**Problem details**
Of the lines below, copy those that hold the word "Anns".

**Extracted information**
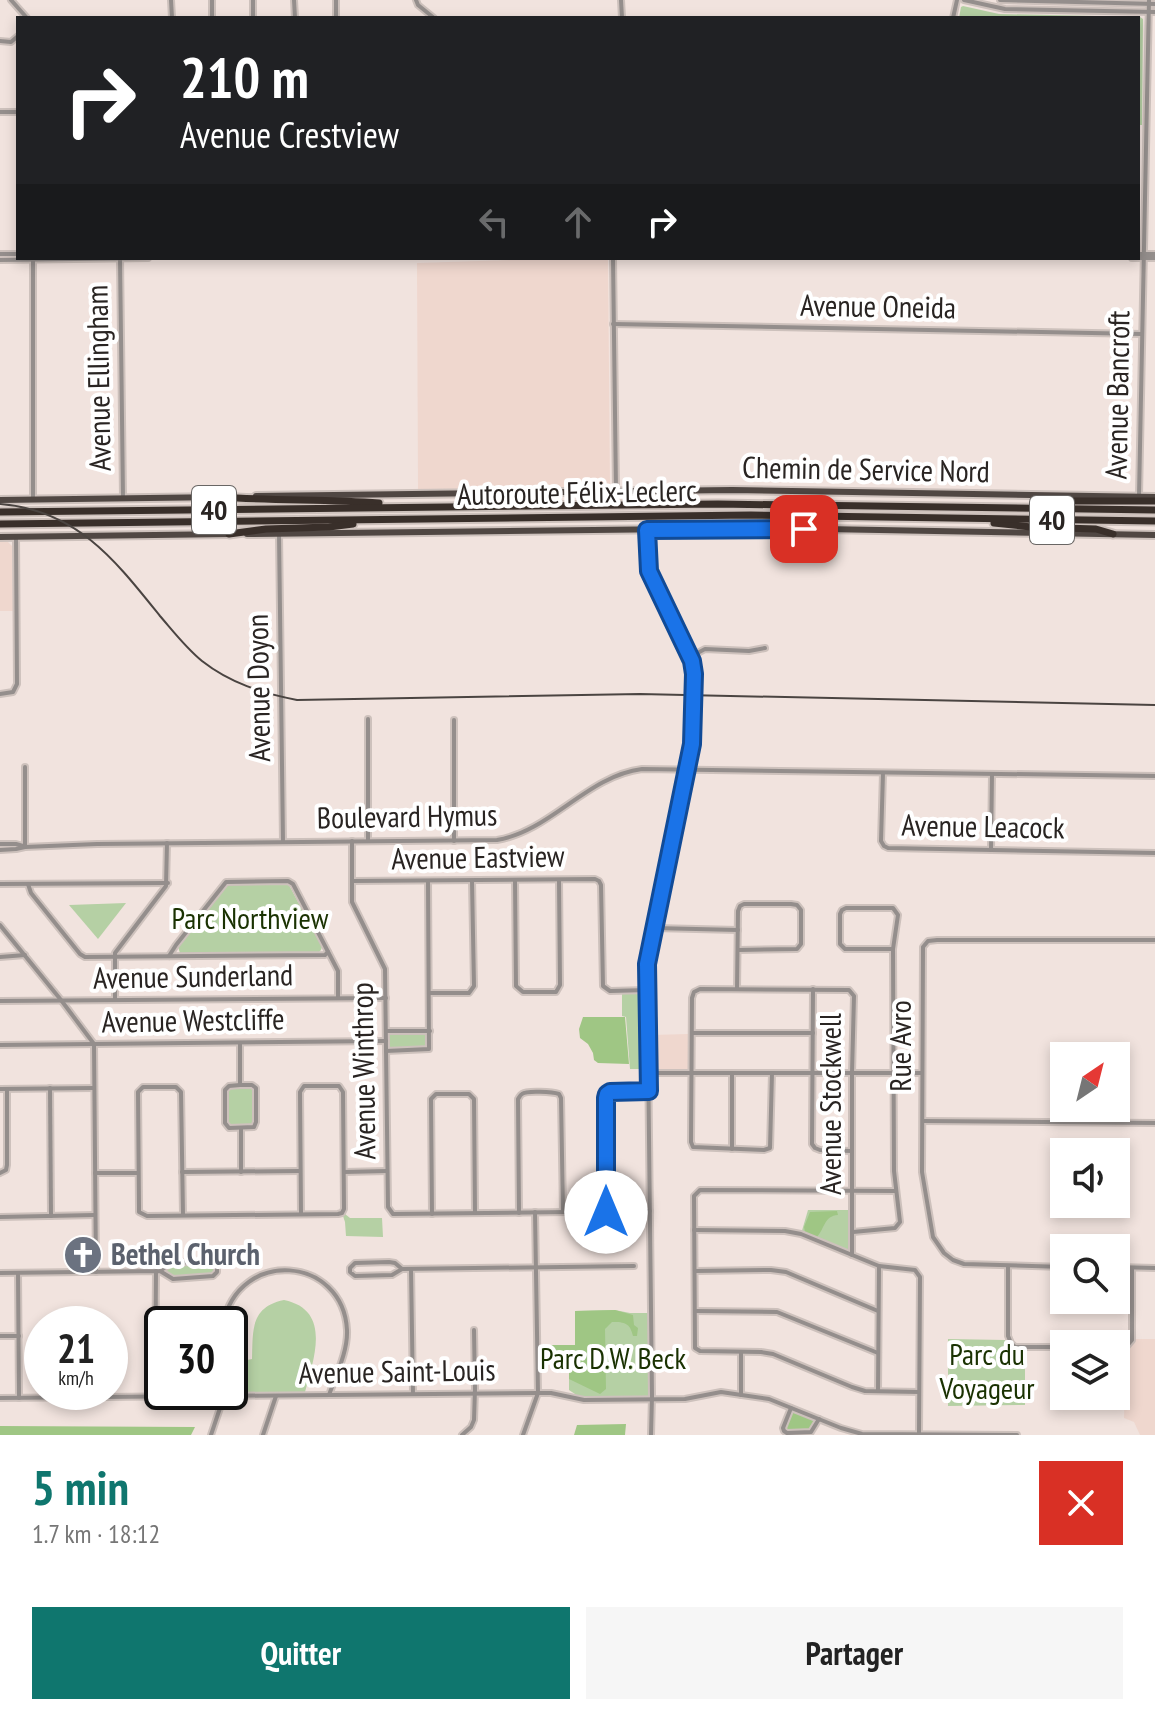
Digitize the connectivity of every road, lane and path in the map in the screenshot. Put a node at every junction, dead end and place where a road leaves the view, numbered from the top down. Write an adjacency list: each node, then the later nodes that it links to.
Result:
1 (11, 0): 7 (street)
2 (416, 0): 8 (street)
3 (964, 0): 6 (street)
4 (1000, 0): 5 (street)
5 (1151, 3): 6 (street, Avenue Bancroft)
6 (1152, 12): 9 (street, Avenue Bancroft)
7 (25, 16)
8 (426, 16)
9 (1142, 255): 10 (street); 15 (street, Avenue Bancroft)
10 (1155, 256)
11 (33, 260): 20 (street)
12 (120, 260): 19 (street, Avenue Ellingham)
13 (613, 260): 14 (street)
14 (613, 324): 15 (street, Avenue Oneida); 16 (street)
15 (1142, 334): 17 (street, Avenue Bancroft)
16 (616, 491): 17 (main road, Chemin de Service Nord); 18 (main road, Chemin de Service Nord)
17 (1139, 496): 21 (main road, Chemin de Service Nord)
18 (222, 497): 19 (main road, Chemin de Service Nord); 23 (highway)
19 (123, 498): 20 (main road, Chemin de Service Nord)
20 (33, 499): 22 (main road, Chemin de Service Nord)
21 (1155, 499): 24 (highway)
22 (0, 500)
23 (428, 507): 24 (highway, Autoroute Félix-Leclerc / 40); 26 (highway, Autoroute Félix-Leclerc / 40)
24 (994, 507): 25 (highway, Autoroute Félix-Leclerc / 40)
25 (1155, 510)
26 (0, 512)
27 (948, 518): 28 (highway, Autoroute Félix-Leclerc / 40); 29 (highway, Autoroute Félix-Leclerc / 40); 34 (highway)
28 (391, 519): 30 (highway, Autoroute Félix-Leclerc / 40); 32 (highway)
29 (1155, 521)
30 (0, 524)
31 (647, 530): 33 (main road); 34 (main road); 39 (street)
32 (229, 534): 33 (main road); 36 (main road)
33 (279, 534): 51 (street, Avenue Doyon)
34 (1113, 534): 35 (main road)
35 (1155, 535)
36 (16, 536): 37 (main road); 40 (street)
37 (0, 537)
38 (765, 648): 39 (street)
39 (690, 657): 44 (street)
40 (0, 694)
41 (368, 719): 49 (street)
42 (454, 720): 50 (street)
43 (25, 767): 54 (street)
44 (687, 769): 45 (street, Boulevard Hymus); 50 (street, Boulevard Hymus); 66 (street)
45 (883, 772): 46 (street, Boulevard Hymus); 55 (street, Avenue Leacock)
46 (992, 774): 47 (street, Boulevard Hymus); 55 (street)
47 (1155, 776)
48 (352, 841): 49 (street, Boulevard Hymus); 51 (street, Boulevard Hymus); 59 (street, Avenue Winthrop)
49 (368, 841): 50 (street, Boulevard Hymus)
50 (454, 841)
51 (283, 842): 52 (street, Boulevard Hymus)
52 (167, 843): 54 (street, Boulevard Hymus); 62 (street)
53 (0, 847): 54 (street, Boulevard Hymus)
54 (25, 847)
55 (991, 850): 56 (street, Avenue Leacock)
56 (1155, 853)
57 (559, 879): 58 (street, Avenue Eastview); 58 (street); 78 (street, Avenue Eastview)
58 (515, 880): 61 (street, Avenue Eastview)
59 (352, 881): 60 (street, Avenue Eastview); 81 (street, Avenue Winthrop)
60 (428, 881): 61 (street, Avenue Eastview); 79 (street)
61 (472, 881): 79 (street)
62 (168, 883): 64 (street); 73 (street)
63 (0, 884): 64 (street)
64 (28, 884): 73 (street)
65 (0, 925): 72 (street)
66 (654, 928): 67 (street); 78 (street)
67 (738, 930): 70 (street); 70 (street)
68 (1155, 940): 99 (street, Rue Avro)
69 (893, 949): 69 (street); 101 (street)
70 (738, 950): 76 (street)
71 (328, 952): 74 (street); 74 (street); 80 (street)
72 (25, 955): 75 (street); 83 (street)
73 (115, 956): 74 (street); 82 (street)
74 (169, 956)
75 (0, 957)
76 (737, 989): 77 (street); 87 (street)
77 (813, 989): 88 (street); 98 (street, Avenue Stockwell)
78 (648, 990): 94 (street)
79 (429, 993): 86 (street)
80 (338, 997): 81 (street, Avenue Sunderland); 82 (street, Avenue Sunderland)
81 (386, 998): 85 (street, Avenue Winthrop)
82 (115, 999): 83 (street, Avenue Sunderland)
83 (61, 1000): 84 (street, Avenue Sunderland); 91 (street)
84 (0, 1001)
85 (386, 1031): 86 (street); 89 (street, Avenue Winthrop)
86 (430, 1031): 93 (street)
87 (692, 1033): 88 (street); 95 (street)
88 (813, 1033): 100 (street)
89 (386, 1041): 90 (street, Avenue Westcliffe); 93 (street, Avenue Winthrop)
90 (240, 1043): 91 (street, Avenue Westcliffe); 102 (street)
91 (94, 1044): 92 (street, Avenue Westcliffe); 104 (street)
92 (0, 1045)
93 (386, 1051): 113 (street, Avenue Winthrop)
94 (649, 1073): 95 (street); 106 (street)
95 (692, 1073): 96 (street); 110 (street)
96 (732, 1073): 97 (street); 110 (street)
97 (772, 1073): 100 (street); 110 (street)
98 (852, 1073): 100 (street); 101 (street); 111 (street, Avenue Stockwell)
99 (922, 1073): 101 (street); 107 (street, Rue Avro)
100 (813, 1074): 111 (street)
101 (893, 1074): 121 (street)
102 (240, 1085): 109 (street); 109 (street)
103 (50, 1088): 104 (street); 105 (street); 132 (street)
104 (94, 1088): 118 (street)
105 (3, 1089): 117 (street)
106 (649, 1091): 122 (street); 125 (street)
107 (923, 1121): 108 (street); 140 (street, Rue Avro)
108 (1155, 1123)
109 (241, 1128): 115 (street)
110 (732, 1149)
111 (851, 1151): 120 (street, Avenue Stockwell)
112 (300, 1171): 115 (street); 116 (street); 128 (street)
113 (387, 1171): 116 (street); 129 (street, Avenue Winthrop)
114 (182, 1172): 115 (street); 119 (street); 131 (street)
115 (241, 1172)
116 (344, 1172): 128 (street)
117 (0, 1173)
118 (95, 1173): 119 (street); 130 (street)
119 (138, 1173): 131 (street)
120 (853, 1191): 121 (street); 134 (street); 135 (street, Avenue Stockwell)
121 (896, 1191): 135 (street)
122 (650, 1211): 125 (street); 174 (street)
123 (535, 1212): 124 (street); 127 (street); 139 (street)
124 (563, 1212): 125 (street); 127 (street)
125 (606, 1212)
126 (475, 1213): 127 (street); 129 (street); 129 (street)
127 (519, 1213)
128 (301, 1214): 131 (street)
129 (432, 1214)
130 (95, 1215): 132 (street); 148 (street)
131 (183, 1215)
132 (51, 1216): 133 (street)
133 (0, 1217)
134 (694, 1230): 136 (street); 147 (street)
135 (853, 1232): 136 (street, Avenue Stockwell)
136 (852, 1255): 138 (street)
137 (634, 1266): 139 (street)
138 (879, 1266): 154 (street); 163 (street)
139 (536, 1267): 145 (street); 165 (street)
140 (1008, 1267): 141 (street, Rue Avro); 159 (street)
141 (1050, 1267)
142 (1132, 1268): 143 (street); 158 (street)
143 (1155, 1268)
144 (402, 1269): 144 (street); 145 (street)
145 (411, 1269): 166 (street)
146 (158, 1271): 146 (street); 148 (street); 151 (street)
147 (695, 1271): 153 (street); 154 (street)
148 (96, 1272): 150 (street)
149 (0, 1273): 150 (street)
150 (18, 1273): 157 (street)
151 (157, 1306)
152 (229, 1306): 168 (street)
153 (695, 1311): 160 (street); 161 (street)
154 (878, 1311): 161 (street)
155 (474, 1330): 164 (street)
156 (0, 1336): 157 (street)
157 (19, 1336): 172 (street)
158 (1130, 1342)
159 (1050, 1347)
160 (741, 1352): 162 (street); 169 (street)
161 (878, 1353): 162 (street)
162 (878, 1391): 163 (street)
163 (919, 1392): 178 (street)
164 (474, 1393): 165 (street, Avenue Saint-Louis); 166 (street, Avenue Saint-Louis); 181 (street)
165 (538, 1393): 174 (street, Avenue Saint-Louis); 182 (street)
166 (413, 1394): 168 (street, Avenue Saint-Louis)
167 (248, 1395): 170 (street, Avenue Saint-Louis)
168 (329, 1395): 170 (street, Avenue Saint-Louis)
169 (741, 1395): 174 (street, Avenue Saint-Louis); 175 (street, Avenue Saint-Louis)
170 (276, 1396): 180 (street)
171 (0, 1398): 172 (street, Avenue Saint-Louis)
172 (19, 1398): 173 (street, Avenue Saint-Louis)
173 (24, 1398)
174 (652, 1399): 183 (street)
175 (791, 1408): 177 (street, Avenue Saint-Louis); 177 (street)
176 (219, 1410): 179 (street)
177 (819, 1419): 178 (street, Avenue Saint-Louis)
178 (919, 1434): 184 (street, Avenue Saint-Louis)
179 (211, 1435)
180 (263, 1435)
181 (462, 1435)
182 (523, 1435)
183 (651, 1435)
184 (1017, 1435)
---
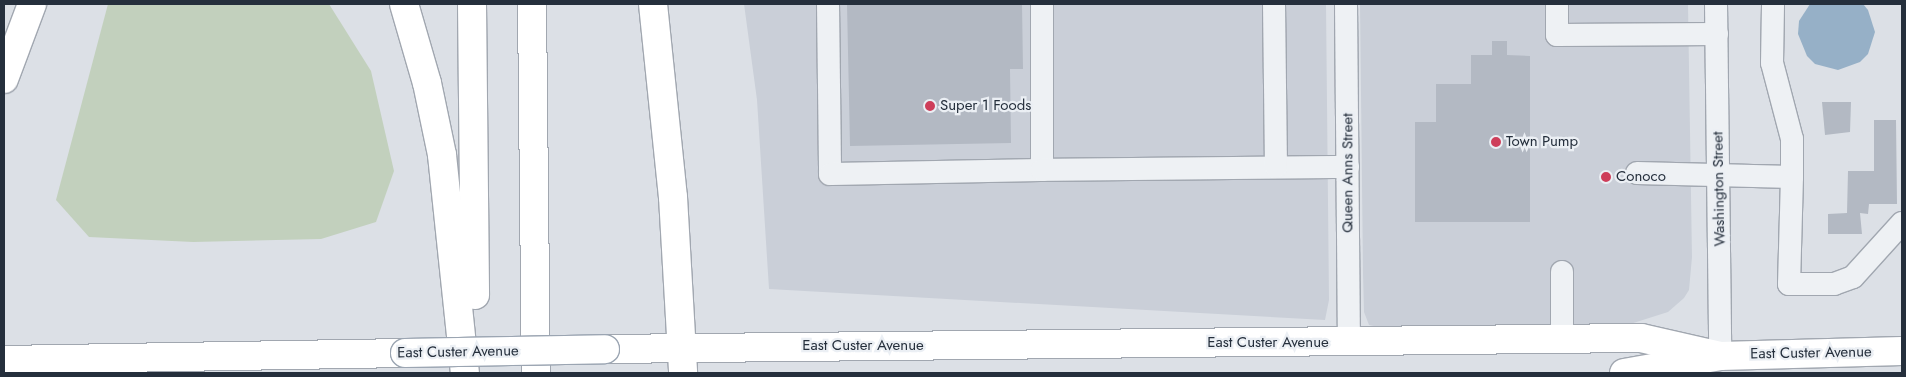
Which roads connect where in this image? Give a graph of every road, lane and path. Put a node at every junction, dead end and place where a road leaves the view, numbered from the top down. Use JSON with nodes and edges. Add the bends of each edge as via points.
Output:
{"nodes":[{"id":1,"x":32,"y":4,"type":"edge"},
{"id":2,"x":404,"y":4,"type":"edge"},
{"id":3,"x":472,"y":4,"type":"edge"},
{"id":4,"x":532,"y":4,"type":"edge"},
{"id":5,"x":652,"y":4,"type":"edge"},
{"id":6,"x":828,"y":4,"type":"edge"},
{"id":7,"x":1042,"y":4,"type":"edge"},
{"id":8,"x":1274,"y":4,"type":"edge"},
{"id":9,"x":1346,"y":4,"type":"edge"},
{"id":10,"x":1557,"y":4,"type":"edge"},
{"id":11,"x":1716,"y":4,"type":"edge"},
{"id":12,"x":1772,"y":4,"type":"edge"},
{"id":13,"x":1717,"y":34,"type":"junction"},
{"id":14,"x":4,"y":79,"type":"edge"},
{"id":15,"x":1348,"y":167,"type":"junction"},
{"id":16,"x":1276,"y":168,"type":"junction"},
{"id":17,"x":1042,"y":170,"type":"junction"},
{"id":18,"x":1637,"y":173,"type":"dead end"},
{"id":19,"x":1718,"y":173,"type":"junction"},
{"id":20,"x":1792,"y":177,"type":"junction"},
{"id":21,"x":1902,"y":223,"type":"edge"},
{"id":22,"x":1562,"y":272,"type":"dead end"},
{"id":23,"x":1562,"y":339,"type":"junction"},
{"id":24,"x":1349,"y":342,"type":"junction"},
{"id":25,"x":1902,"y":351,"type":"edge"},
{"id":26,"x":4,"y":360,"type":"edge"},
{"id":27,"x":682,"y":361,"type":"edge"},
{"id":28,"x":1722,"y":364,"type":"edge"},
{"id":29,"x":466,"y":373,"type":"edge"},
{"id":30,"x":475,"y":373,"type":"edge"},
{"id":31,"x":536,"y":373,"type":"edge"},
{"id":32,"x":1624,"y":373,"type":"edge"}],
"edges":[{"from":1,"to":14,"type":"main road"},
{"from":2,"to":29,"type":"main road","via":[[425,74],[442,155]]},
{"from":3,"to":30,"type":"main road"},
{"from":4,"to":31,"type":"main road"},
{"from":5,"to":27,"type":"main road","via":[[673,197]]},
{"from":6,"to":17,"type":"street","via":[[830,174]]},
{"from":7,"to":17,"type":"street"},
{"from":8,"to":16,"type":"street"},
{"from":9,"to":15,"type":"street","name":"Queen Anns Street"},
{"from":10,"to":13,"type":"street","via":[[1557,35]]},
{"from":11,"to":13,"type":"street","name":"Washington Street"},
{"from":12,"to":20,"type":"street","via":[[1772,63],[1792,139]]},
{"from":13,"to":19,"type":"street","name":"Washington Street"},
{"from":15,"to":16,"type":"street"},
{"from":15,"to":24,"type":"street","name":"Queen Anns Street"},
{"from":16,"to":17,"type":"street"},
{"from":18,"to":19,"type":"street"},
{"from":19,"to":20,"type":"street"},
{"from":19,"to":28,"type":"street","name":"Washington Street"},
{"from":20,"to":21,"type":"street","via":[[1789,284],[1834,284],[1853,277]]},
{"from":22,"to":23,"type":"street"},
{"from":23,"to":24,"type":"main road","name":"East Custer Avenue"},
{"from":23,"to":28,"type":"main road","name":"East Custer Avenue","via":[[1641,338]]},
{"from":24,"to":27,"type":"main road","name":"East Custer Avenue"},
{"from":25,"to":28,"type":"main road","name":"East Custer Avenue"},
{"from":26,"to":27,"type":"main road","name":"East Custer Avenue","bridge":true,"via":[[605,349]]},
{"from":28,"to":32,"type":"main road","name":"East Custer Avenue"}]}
* * *
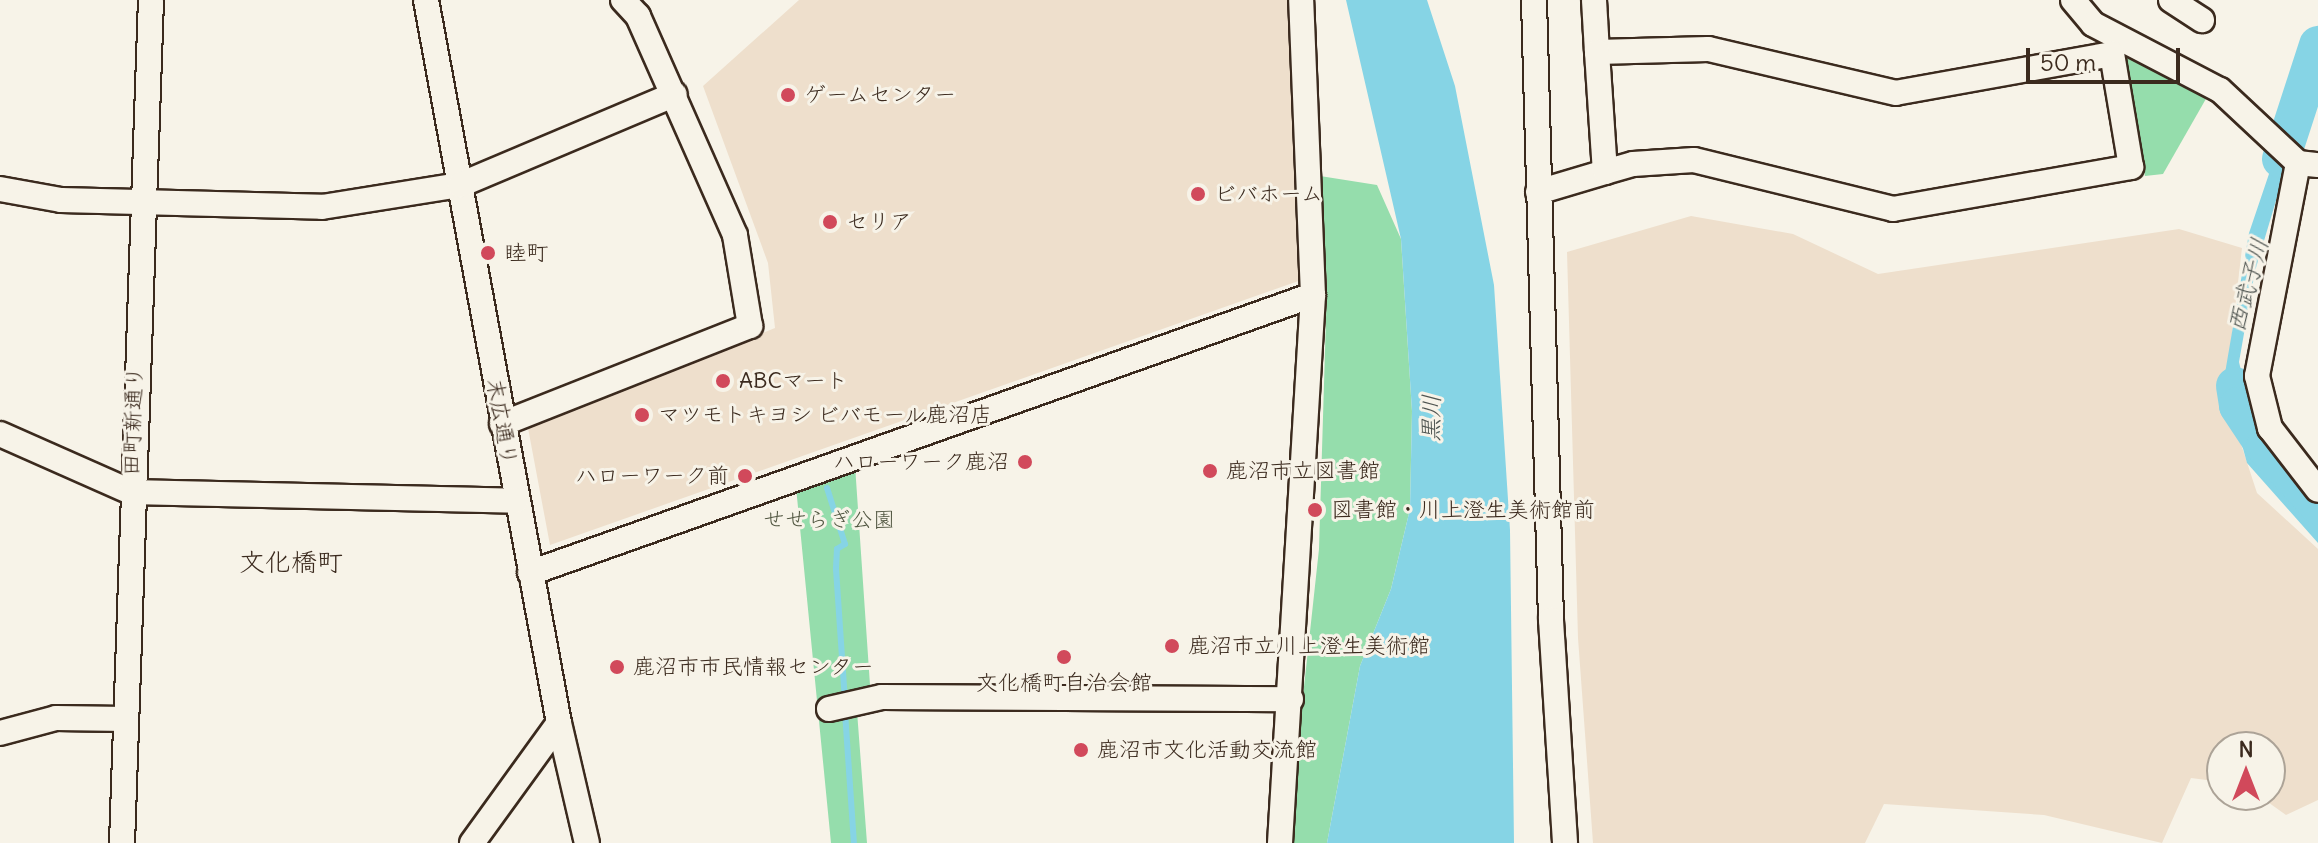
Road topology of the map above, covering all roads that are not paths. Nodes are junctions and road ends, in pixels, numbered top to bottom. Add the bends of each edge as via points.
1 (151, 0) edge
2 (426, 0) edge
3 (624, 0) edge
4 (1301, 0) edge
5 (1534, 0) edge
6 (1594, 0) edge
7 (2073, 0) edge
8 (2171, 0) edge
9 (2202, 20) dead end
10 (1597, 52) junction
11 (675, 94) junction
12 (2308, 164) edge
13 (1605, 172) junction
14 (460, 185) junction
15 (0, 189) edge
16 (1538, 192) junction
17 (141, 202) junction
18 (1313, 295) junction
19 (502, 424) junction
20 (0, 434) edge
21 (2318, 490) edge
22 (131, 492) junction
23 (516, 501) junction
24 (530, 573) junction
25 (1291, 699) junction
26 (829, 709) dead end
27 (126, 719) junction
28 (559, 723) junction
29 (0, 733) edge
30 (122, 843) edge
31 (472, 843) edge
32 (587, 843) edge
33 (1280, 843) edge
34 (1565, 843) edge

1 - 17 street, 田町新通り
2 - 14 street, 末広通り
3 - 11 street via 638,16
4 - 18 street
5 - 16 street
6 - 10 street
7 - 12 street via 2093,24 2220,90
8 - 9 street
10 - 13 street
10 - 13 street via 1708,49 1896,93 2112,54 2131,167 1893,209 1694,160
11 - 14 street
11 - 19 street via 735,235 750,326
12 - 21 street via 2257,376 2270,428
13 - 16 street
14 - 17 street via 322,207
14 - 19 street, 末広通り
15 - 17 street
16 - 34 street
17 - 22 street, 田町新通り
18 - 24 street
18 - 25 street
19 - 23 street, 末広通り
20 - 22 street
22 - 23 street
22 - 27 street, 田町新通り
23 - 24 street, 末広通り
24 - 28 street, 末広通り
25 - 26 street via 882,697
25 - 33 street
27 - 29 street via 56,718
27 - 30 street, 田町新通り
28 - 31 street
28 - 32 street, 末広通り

**Response**
{"from":9,"to":15,"type":"street","name":"Queen Anns Street"},
{"from":15,"to":24,"type":"street","name":"Queen Anns Street"},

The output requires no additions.